Disclosed is an input/output coupling structure for a dielectric waveguide resonator to be mounted on a printed circuit board, which comprises; a region defined in the printed circuit board and surrounded by a first conductive film formed on the front surface of the printed circuit board and connected to a microstrip line on the printed circuit board, a second conductive film formed on the back surface of the printed circuit board, and a conductive wall connecting the respective peripheries of the first and second conductive films; a first slot formed in the front surface of the region; and a second slot formed in a surface of the dielectric waveguide resonator which is disposed to be opposed to the region of the printed circuit board. The first and second slots are adapted to be disposed in opposed relation to one another. The coupling structure can achieve the connection between a dielectric waveguide resonator and a microstrip line without forming any input/output electrode on the resonator, to facilitate the application of the dielectric waveguide resonator to an electronic circuit even if it is intended to be used in millimetric-wave band.

Description

FIELD OF THE INVENTION

The present invention relates to an input/output coupling structure between a microstrip line formed on a printed circuit board and a dielectric waveguide resonator, and more particularly to an input/output coupling structure for coupling between TEM mode in a microstrip line and TE mode in a dielectric waveguide resonator to perform the conversion between the modes.

BACKGROUND OF THE INVENTION

[Patent Publication]

Japanese Patent Laid-Open Publication No. 2000-208806

[Non-Patent Publication]

Dominic Deslandes and Ke Wu, Integrated Microstrip and Rectangular Waveguide in Planar Form, IEEE Microwave and Wireless Component Letters, Vol. 11, No. 2, 2001.

A dielectric waveguide resonator and a dielectric filter composed of a plurality of dielectric waveguide resonators coupled with each other constitute a circuit component having low-loss characteristics in microwave and millimetric-wave bands. A microstrip or coplanar line is widely used as a signal line for printed electronic circuit boards. In order to use a dielectric waveguide resonator as an electronic circuit component, it is required to connect the resonator to a microstrip or coplanar line in a simple structure (manner).

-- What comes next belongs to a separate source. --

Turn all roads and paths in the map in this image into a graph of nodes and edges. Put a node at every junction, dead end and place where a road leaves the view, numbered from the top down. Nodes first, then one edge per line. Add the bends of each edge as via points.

While there have been proposed some connecting structures between a microstrip line and a dielectric waveguide resonator, none of them has practicability in millimetric-wave band in excess of 30 GHz. The reasons for this difficulty include an extremely reduced size of a downsized dielectric waveguide resonator for millimetric-wave band. The previously proposed connecting structure for a dielectric waveguide resonator is designed such that an input/output electrode pattern to be connected to a microstrip line is formed on a part of the resonator. However, when the resonator is designed to comply with the use in millimetric-wave band, it has to be drastically downsized, which leads to considerable difficulty in forming the input/output electrode pattern to be connected to the microstrip line, on the surface of the dielectric substrate. Even if a very fine electrode could be formed on the surface of the dielectric substance, it is practically difficult to assure reliable connection between the fine electrode and a microstrip line, resulting in poor mass-productivity as a key factor against application of the dielectric waveguide resonator to electronic circuits.

SUMMARY OF THE INVENTION

In view of the above circumstances, it is an object of the present invention to provide a structure capable of connecting a dielectric waveguide resonator to a microstrip line without forming any input/output electrode on the resonator, to facilitate the application of the dielectric waveguide resonator to an electronic circuit even if it is intended to be used in millimetric-wave band.

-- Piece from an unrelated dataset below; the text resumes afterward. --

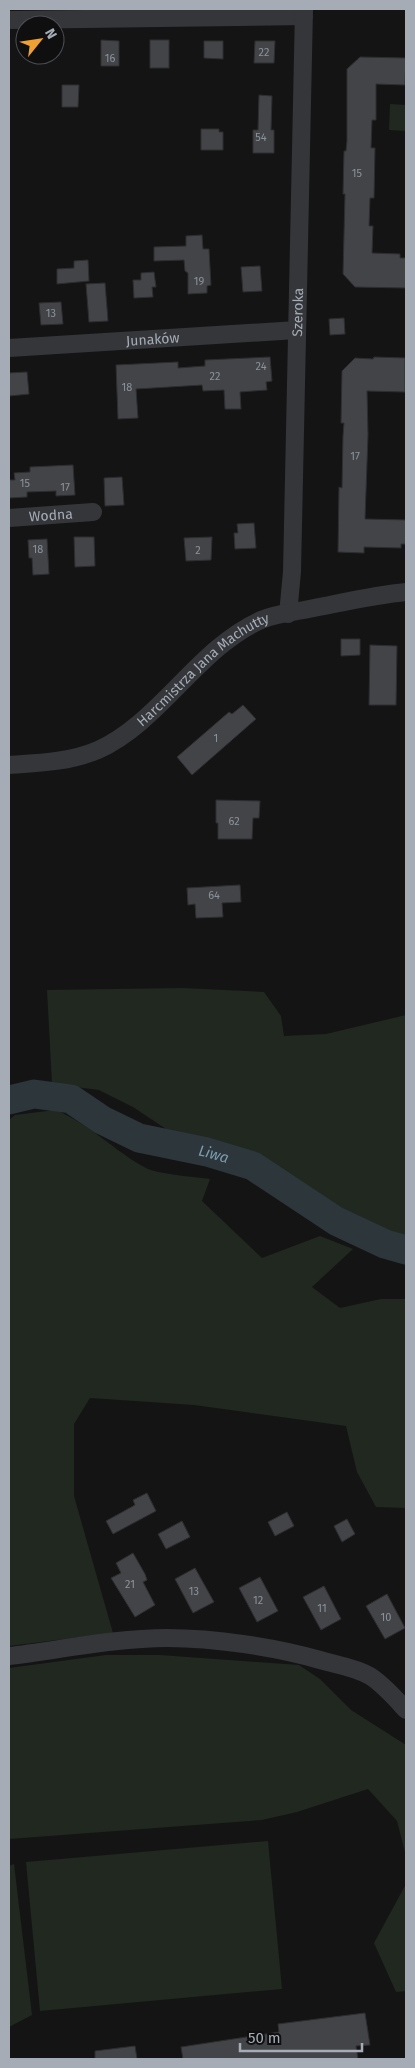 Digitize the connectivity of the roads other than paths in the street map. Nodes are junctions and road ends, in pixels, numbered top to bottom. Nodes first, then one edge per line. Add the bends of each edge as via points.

In the present invention, the above object is achieved by forming slots, respectively, in the surface of a dielectric waveguide resonator and a conductive film connected with a microstrip line, and coupling the dielectric waveguide resonator with the microstrip line through these slots.

Specifically, the present invention provides an input/output coupling structure for a dielectric waveguide resonator to be mounted on a printed circuit board. The input/output coupling structure comprises; a region defined in the printed circuit board and surrounded by a first conductive film formed on the front surface of the printed circuit board and connected to a microstrip line on the printed circuit board, a second conductive film formed on the back surface of the printed circuit board, and a conductive wall connecting the respective peripheries of the first and second conductive films; a first slot formed in the front surface of the region; and a second slot formed in a surface of the dielectric waveguide resonator which is disposed to be opposed to the region of the printed circuit board. The first and second slots are adapted to be disposed in opposed relation to one another.

Electromagnetic energy propagated along microstrip line in the TEM mode is converted into TE mode energy through the mode conversion section. The TE mode energy generated in the conversion section is coupled with TE resonant mode in the dielectric waveguide resonator through the slots to allow the microstrip line to be connected to the resonator.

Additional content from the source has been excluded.